У меня мелькает мысль попросить его начать эту сцену заново, чтобы получить второй шанс на этот поцелуй. Но я этого не делаю. И снова хочу себя саму отпинать, когда продолжаю со следующей строчки:
– К руке вы слишком строги, пилигрим! – Я проговариваю остальные реплики, стараясь опереться на неуемный сарказм, который так легко овладевал мной на каждой репетиции. Но в этот раз не выходит, и я знаю причину. Дело в том, что я не хочу отвергать притязания Оуэна, даже если они всего лишь по сценарию.
Что меня как раз и нервирует. Если так пойдет дальше, то я и не стану его отвергать. Но я должна. Потому что в отсутствие Уилла, на которого можно отвлечься в случае сомнений, сейчас я вынуждена столкнуться лицом к лицу с тем, как сильно я желаю быть с Оуэном.
Настолько, что я понимаю, как меня сломает конец наших отношений, который неизбежен.
Не успеваю я подготовиться, как мы уже на строчке, где Оуэну полагается меня целовать. И в этот раз не в руку.
– Так и останься ж без движенья, – произносит он грудным голосом. Он говорит не в той манере, что Тайлер, но его речь не звучит напряженной или неуверенной, вопреки моим ожиданиям. Он звучит как Ромео, и я чувствую себя ближе, чем когда-либо, к образу Джульетты. Кажется, я могу просто закрыть глаза и отдаться течению.
Но я не закрываю глаза. Я смотрю на Оуэна. Хоть я знаю рациональной своей частью, что он точно не станет меня целовать только потому, что так написано в сценарии, но… Похоже, он все-таки склоняется ко мне.
– Хоть у Ромео и ужасные фразочки для знакомства с девушками, но надо отдать ему должное за то, что он сразу переходит к делу, – вдруг ляпаю я, ставя точку в ситуации с возможностью поцелуя. Я отхожу на другую сторону комнаты, не имея сценического обоснования для такого расстояния. Мы проговариваем строки, предшествующие их второму поцелую, с противоположных углов комнаты. Когда наступает момент поцелуя, я жду, что Оуэн встретится со мной глазами или что его голос дрогнет, ну хоть чего-то. Но ничего не происходит.

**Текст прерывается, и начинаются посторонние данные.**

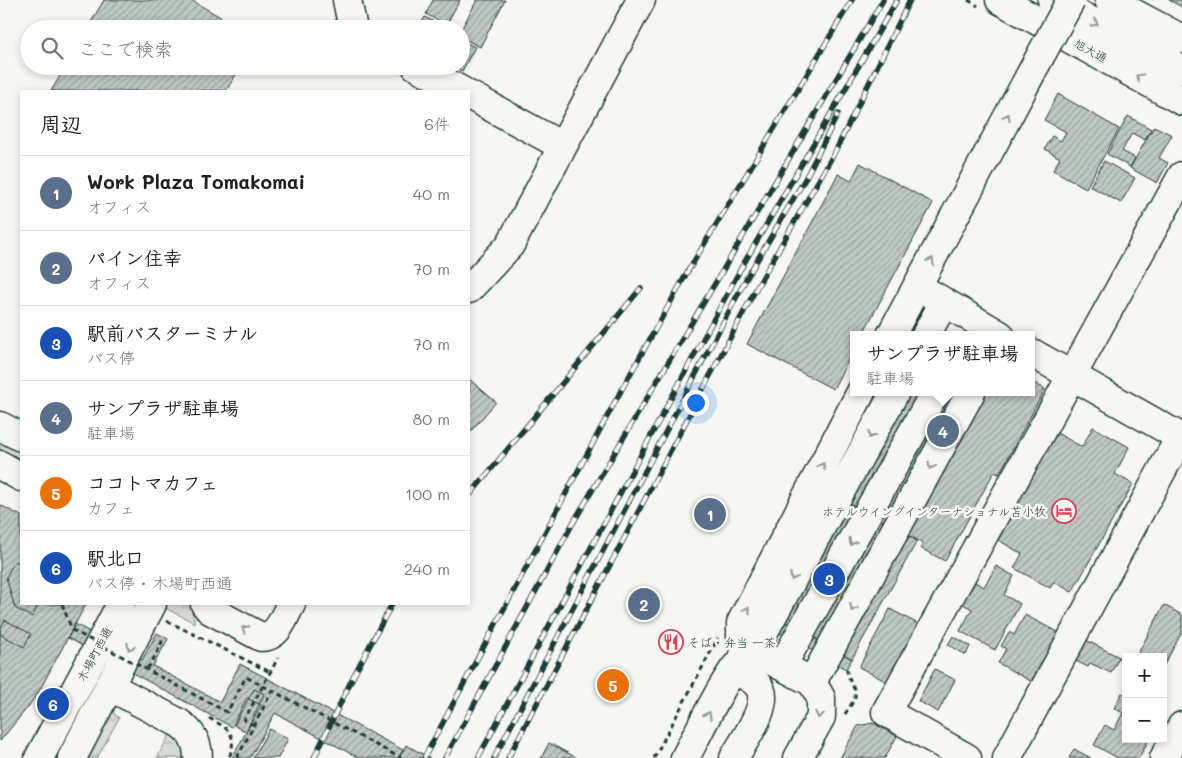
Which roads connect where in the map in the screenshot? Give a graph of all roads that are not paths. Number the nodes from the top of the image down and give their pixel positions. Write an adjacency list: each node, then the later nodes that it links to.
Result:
1 (347, 0): 7 (street)
2 (641, 0): 14 (street)
3 (1000, 0): 13 (street, 旭大通, one-way to 3)
4 (1052, 0): 9 (street, 旭大通, one-way to 9)
5 (1071, 0): 16 (street, one-way to 5, bridge)
6 (1109, 0): 8 (street)
7 (351, 20)
8 (1182, 39)
9 (1182, 70)
10 (433, 75): 11 (street)
11 (460, 90)
12 (470, 96): 14 (street)
13 (1182, 100)
14 (562, 146): 17 (street)
15 (1182, 176): 24 (street)
16 (917, 286): 18 (street); 20 (street)
17 (470, 288)
18 (944, 302): 19 (street); 21 (street)
19 (971, 327): 22 (street)
20 (893, 331)
21 (928, 331)
22 (986, 331)
23 (1035, 355): 24 (street)
24 (1072, 376): 31 (street); 49 (street)
25 (859, 396): 38 (street, one-way to 25)
26 (893, 396): 38 (street, one-way to 38)
27 (933, 396): 39 (street, one-way to 39)
28 (969, 396): 40 (street, one-way to 40)
29 (0, 426): 30 (street)
30 (20, 437)
31 (1181, 438): 50 (street)
32 (0, 465): 33 (street)
33 (20, 476)
34 (120, 605): 43 (street, 木場町西通)
35 (206, 605): 36 (street, one-way to 35)
36 (290, 605)
37 (157, 611): 41 (street, one-way to 41)
38 (745, 660): 39 (street); 46 (street, one-way to 38); 47 (street)
39 (782, 666): 40 (street)
40 (812, 682): 48 (street, one-way to 48)
41 (109, 686): 44 (street); 45 (street)
42 (1182, 726): 51 (street)
43 (39, 758)
44 (72, 758)
45 (198, 758)
46 (685, 758)
47 (734, 758)
48 (798, 758)
49 (968, 758)
50 (1008, 758)
51 (1164, 758)

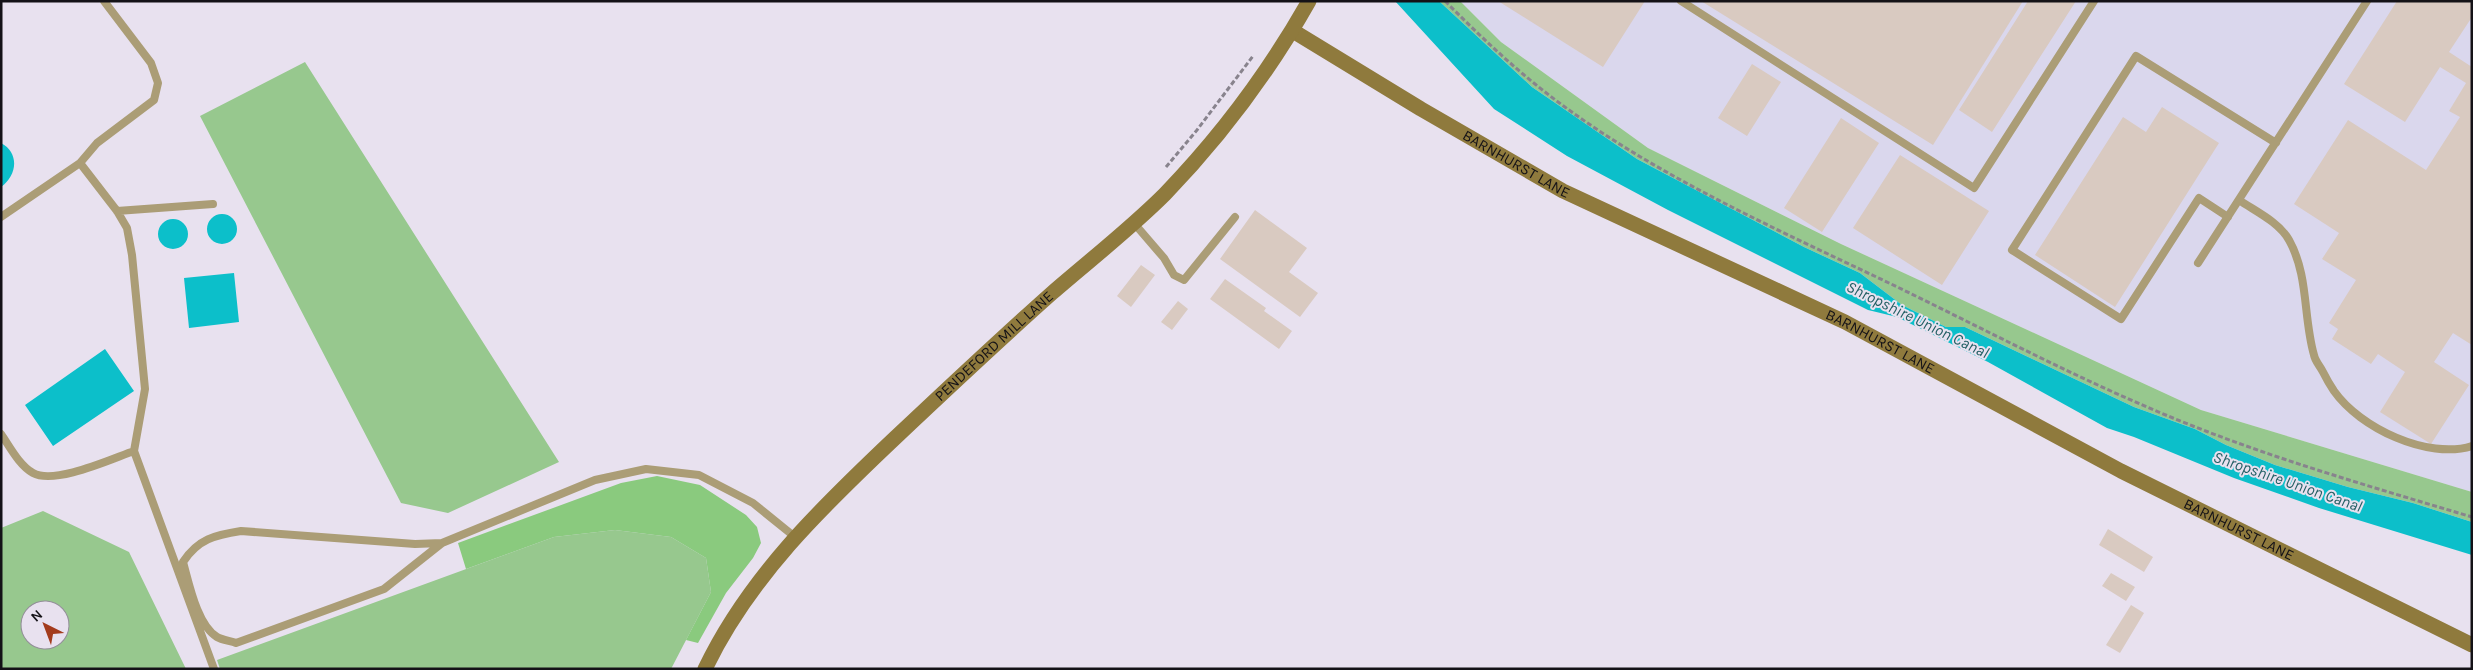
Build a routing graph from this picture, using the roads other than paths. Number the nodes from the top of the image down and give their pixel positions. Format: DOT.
graph roads {
  1 [pos="104,1"];
  2 [pos="1309,1"];
  3 [pos="1681,1"];
  4 [pos="2094,1"];
  5 [pos="2367,1"];
  6 [pos="1293,31"];
  7 [pos="2276,143"];
  8 [pos="80,163"];
  9 [pos="2239,200"];
  10 [pos="213,204"];
  11 [pos="117,211"];
  12 [pos="1,217"];
  13 [pos="1235,217"];
  14 [pos="2228,217"];
  15 [pos="1133,222"];
  16 [pos="2198,263"];
  17 [pos="1,434"];
  18 [pos="2472,446"];
  19 [pos="134,451"];
  20 [pos="795,537"];
  21 [pos="442,543"];
  22 [pos="2472,645"];
  23 [pos="214,669"];
  24 [pos="705,669"];
  1 -- 8 [label="lane"];
  2 -- 6 [label="street, PENDEFORD MILL LANE"];
  3 -- 4 [label="lane"];
  5 -- 7 [label="lane"];
  6 -- 15 [label="street, PENDEFORD MILL LANE"];
  6 -- 22 [label="street, BARNHURST LANE"];
  7 -- 9 [label="lane"];
  7 -- 14 [label="lane"];
  8 -- 11 [label="lane"];
  8 -- 12 [label="lane"];
  9 -- 14 [label="lane"];
  9 -- 18 [label="lane"];
  10 -- 11 [label="lane"];
  11 -- 19 [label="lane"];
  13 -- 15 [label="lane"];
  14 -- 16 [label="lane"];
  15 -- 20 [label="street, PENDEFORD MILL LANE"];
  17 -- 19 [label="lane"];
  19 -- 23 [label="lane"];
  20 -- 21 [label="lane"];
  20 -- 24 [label="street, PENDEFORD MILL LANE"];
  21 -- 21 [label="lane"];
}
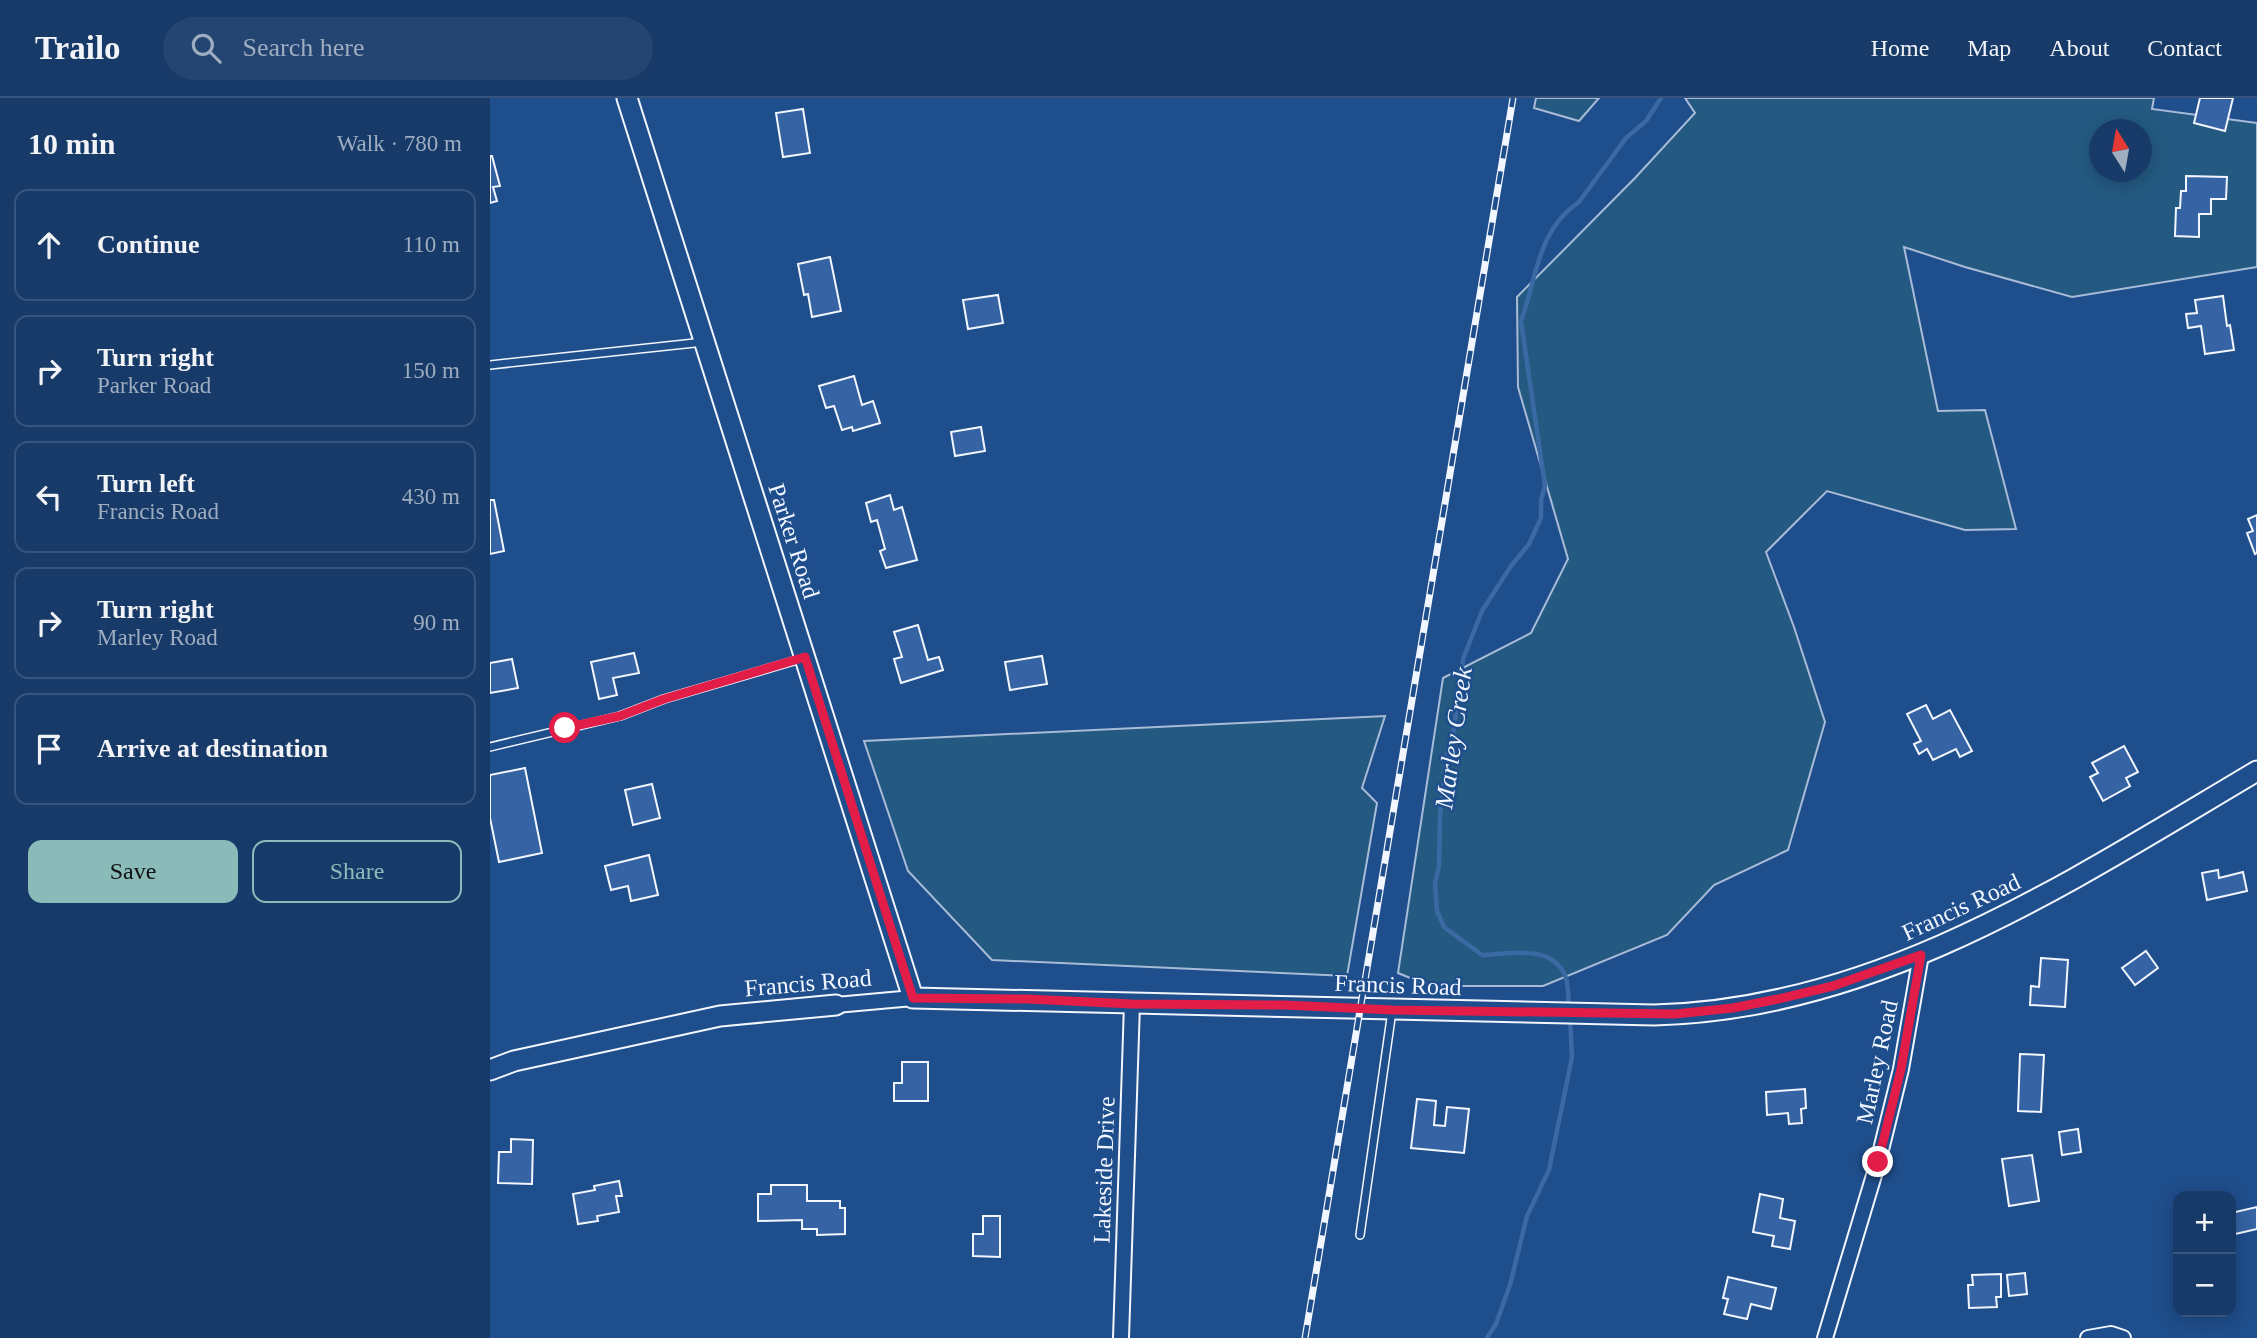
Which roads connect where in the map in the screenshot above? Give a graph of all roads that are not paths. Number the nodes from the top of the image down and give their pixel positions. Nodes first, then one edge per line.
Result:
1 (627, 98) edge
2 (705, 342) junction
3 (490, 365) edge
4 (805, 657) junction
5 (490, 747) edge
6 (2257, 771) edge
7 (1921, 955) junction
8 (913, 998) junction
9 (1132, 1004) junction
10 (836, 1005) joint
11 (1393, 1010) junction
12 (490, 1070) edge
13 (1360, 1235) dead end
14 (1121, 1338) edge
15 (1825, 1338) edge
16 (2088, 1338) edge
17 (2123, 1338) edge

1 - 2 street, Parker Road
2 - 3 lane
2 - 4 street, Parker Road
4 - 5 lane
4 - 8 street, Parker Road
6 - 7 street, Francis Road
7 - 11 street, Francis Road
7 - 15 street, Marley Road
8 - 9 street, Francis Road
8 - 10 street, Francis Road
9 - 11 street, Francis Road
9 - 14 street, Lakeside Drive
10 - 12 street, Francis Road
11 - 13 lane
16 - 17 street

– Да вы большой искусник целоваться! – говорю я и выдыхаю с облегчением, ведь это последняя строчка, и я только хочу, чтобы поскорее закончилась эта бессмысленная, дурно написанная, совершенно не романтичная сцена.
– Что это значит – что Ромео хорошо целуется или плохо? – спрашивает Оуэн, явно не осознавая, что нам стоит перейти к другой сцене.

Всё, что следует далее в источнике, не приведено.